Like Lesley and Tom before them, it didn't take long for Melissa and her husband to realize that
they were not cut out to cohabitate with one such as my father. I received numerous phone calls
from both Melissa and her husband complaining that all he did was go out for a walk around the
block twice a day and spent the rest of it sitting in his room. When he spoke, they lamented, he
spewed profanity; when he ate, he dribbled food and saliva. I couldn't disagree. When you got my
father, these were the idiosyncrasies that came along for the ride. They implied that I was negligent
in not getting proper rehabilitation for him. Little did they know that he had received the best
rehabilitation available and the level of ability that he was at now was much greater than anyone
had ever expected. Around this time he was receiving treatment for prostate cancer and one of the
side effects was very minor incontinence. Melissa asked me to purchase a pack of adult diapers. I
bought the diapers and delivered them to her but dad refused to wear them. The donning of
diapers was an affront to his masculine dignity and probably an unnecessary overreaction on
Melissa's part. I began receiving calls from both Melissa and her husband stating that my father
was "shitting all over the place." This was more likely a metaphor for how they felt about him in
general than reality. I listened to their grievances but I didn't know what they wanted me to do
about it.
One day I came home from work to find my father sitting in the living room watching the
television, my wife in the kitchen preparing dinner.
"What's going on? Why is Dad here?" I asked.
Yvonne proceeded to tell me that Melissa had been admitted to the hospital suffering from anxiety
after her husband had been gone for forty-eight hours, apparently having abandoned her. Seems he
had done this before. The police had picked my father up from Melissa's home and brought him
over to our place.
The husband returned, Melissa left the hospital, and my dad went back to them three days later.
Obviously the writing was on the wall. It wasn't long before I received another call from Melissa
saying she'd had enough and that we had thirty days to find somewhere else for my father to live.
Two retirement homes and two hip replacements later, I finally got dad set up in another residence
in our neighbourhood.
Now it was my turn.
In late 1998 it all caught up with me. I had had enough. Prior to my father's stroke my life had
been quiet and sedate. I needed to return to that somehow. I decided I wanted solitude, seclusion,
contact with no one. I needed to rest my mind. I announced to Yvonne that I was leaving. She
didn't take it well. The separation was extremely hard on her - which made it extremely hard on
me. She was my best friend. It broke my heart to see my best friend cry. But over the last two
years I had changed. And these changes in me created difficulties that were straining our ten-year
relationship. So I set myself up in an apartment, isolating myself, refusing to purchase even a
phone or television.
Tearing myself away proved to be much harder than I ever imagined. I suffered a mental collapse;
a breakdown. A door had opened to a personal crisis of life-changing proportion. Paralyzing
depression, anxiety and paranoia crept up on me out of nowhere like a deadly virus. I was sinking
into a bog of dark psychological desolation. When I got to a doctor he was unequivocal and quick
in his diagnosis: bi-polar disorder probably of the situational type brought on by the stress in my
life. I was prescribed anti-depressants, I vacated my position as a producer at a Vancouver soft
rock radio station, and I began receiving disability benefits. Months later, after I regained mental
stability, my wife and I reconciled and began living together again.

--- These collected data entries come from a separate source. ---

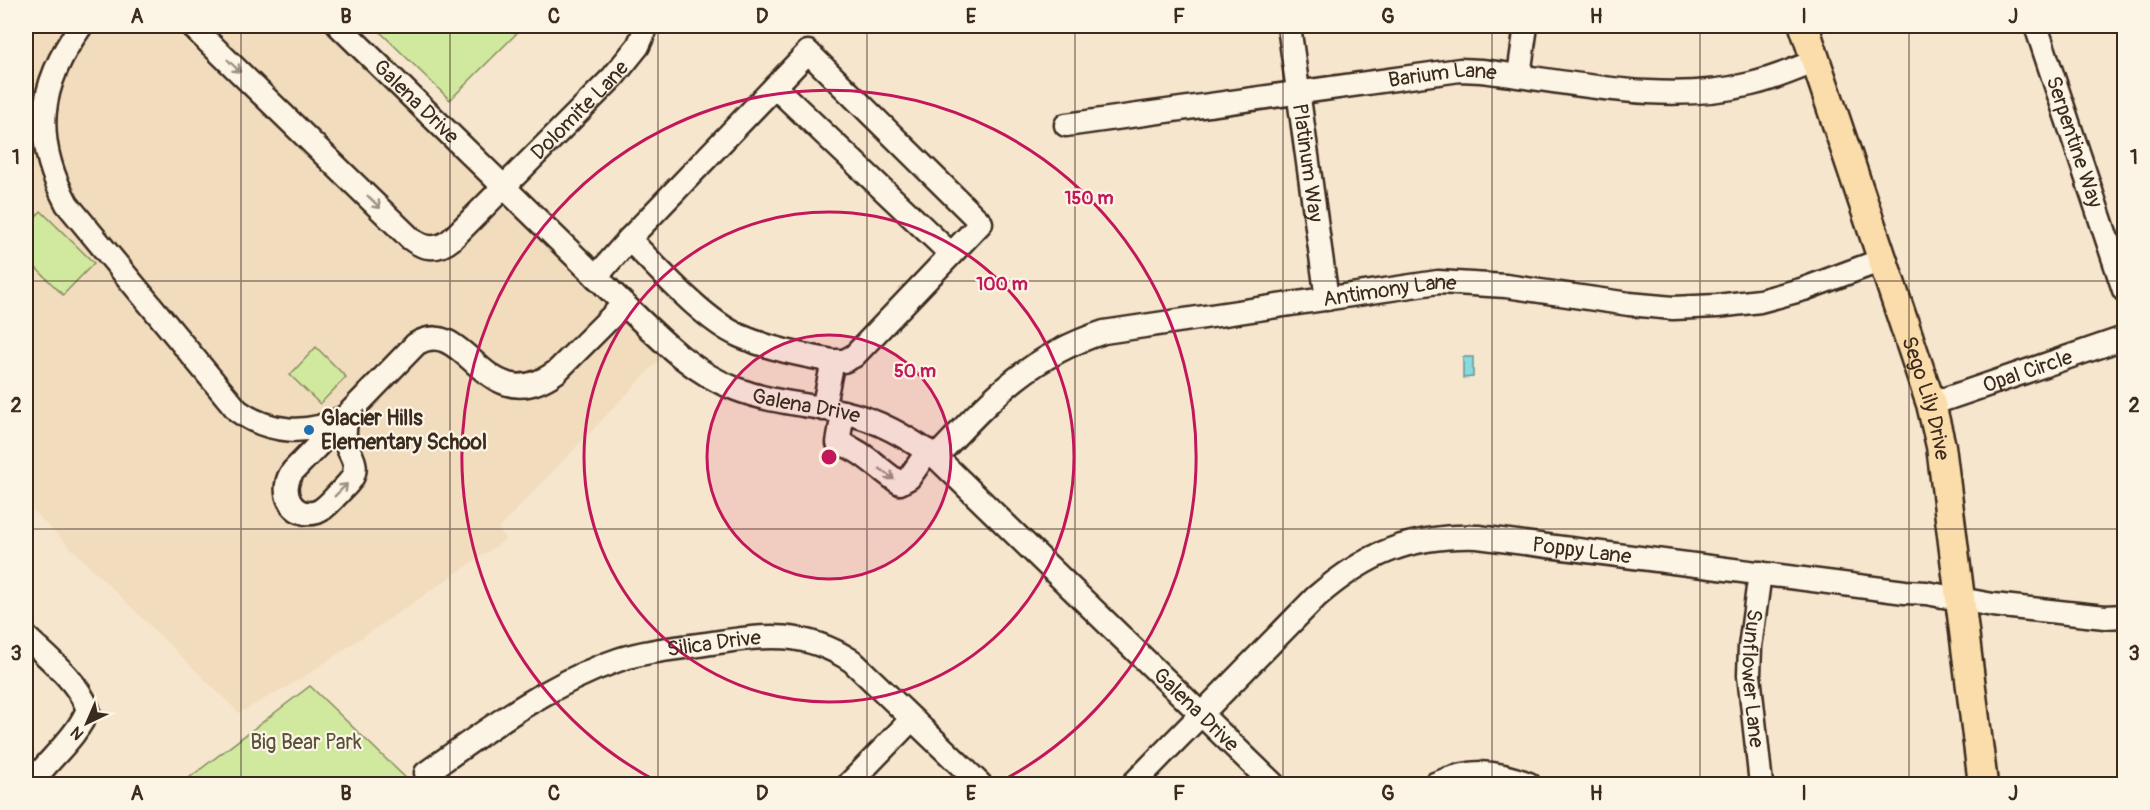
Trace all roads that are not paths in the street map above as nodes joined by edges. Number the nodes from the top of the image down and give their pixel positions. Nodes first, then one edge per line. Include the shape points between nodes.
1 (81, 26) edge
2 (192, 26) edge
3 (339, 26) edge
4 (647, 26) edge
5 (1289, 26) edge
6 (1526, 26) edge
7 (1804, 26) edge
8 (2036, 26) edge
9 (1816, 61) junction
10 (1519, 75) junction
11 (775, 87) junction
12 (1298, 92) junction
13 (1066, 125) dead end
14 (505, 188) junction
15 (629, 239) junction
16 (951, 254) junction
17 (1882, 261) junction
18 (596, 277) junction
19 (2124, 290) edge
20 (1327, 299) junction
21 (624, 304) junction
22 (2124, 338) edge
23 (833, 361) junction
24 (1931, 404) junction
25 (833, 410) junction
26 (932, 454) junction
27 (1760, 573) junction
28 (1960, 600) junction
29 (2124, 616) edge
30 (26, 637) edge
31 (1202, 714) junction
32 (912, 718) junction
33 (426, 773) dead end
34 (31, 784) edge
35 (849, 784) edge
36 (980, 784) edge
37 (1133, 784) edge
38 (1273, 784) edge
39 (1435, 784) edge
40 (1529, 784) edge
41 (1761, 784) edge
42 (1983, 784) edge

1 - 21 street via 54,70 45,111 51,170 67,204 238,411 257,422 294,430 318,427 348,414 416,344 435,337 450,341 490,377 510,384 540,382 556,372
2 -> 14 street, Dolomite Lane via 417,244 431,248 446,244
3 - 14 street, Galena Drive
4 - 14 street, Dolomite Lane via 626,62
5 - 12 street, Platinum Way
6 - 10 street
7 - 9 main road, Sego Lily Drive
8 - 19 street, Serpentine Way
9 - 10 street, Barium Lane via 1749,85 1687,93 1627,91
9 - 17 main road, Sego Lily Drive
10 - 12 street, Barium Lane via 1460,70
11 - 15 street
11 - 16 street
11 - 16 street via 808,52 981,223
12 - 13 street, Barium Lane
12 - 20 street, Platinum Way
14 - 18 street, Galena Drive
15 - 18 street
15 - 23 street via 706,314 738,335 787,353
16 - 23 street via 854,356
17 - 20 street, Antimony Lane via 1804,289 1717,306 1673,308 1448,282
17 - 24 main road, Sego Lily Drive
18 - 21 street, Galena Drive
20 - 26 street, Antimony Lane via 1134,326 1074,341 1020,374
21 - 25 street, Galena Drive via 698,369 734,389 774,402
22 - 24 street, Opal Circle
23 - 25 street
24 - 28 main road, Sego Lily Drive via 1941,446
25 - 26 street, Galena Drive via 874,421
25 -> 26 street, Antimony Lane via 838,443 849,446 900,483
26 - 31 street, Galena Drive
27 - 28 street, Poppy Lane
27 - 31 street, Poppy Lane via 1478,537 1418,541 1388,550 1338,578
27 - 41 street, Sunflower Lane via 1749,675
28 - 29 street, Poppy Lane
28 - 42 main road, Sego Lily Drive
30 - 34 street via 74,685 88,710 83,722
31 - 37 street, Poppy Lane
31 - 38 street, Galena Drive
32 - 33 street, Silica Drive via 863,670 836,650 790,637 735,639 620,660 588,672 527,703
32 - 35 street
32 - 36 street, Silica Drive
39 - 40 street via 1480,772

Meanwhile, back at the retirement home my father had taken up with a lady friend. She was a
proud woman in her late seventies called Carol Froese. Tall and thin, Carol held her head high in a
stately manner when she entered a room. Twice a widow, Carol's last husband had suffered a
fatal heart attack and Carol herself had been hit by a stroke. She had left behind a brand new
home in British Columbia's Okanagan region. It was a recent mortgaged purchase and was now up
for sale. She desperately wanted to sell it. Like a new parent she was eager to show real estate
photos of the house to anyone with even a cursory interest. I visited them once a week and the
three of us would go out for lunch at a local eatery, usually Chinese food. It seemed to me that all
was smooth sailing at this point: dad was in a home that I considered first class, he had
companionship and he seemed content. I guess he felt the same way because he decided he didn't
need me anymore. My usefulness expired, I was to be discarded like a dairy product gone sour.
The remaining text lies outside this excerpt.